Translational Medicine in Atherosclerosis: From Human Genetics to New Biology to Novel Therapeutics

Abstract

Despite advances over the last few decades, atherosclerotic cardiovascular disease (ASCVD) remains a major public health issue worldwide. New therapies for the prevention and treatment of ASCVD are still needed. The investigation of monogenic disorders, such as those associated with extremes of plasma lipids, have yielded new therapeutic targets and spurred the development of new therapeutic approaches. Unbiased genome-wide studies have identified a large number of novel genetic loci associated with different manifestations of ASCVD (eg. myocardial infarction and obstructive CAD) as well as risk factor traits (eg. plasma lipids).
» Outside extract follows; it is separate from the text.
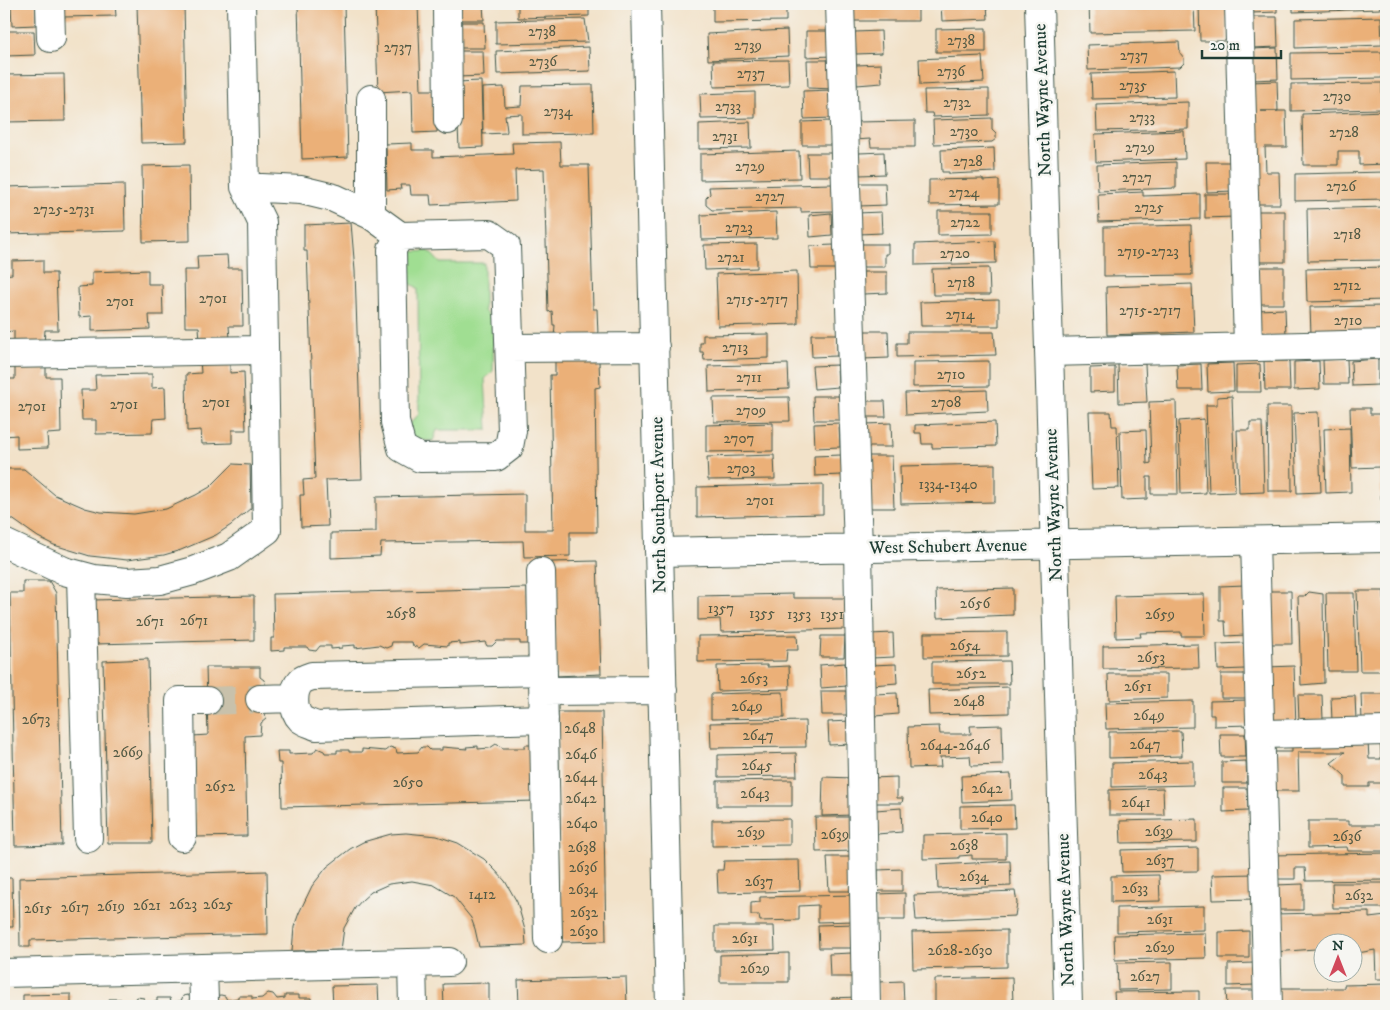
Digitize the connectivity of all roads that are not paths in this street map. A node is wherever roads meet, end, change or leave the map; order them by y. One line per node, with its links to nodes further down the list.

These discoveries are beginning to result in new insights into biology and physiology relevant to the development of ASCVD. For example, a locus on chromosome 1p13 was found to be significantly associated with MI, as well as noted to be one the strongest loci in the genome associated with LDL cholesterol. The causal gene at this locus, SORT1, encodes a protein sortilin that through action in the liver has important effects on LDL metabolism. Several other loci associated with plasma lipid traits have yielded new insights into the regulation of lipoprotein metabolism. Similarly, loci associated with MI and CAD are putting new molecules on the map that causally influence the development of atherosclerosis or plaque disruption. Just as the study of monogenic disorders has yielded new therapeutic targets, it is expected that translation of the new biology unfolding as a result of genome-wide studies of ASCVD and its risk factors will ultimately yield novel therapies for the treatment of atherosclerotic disease.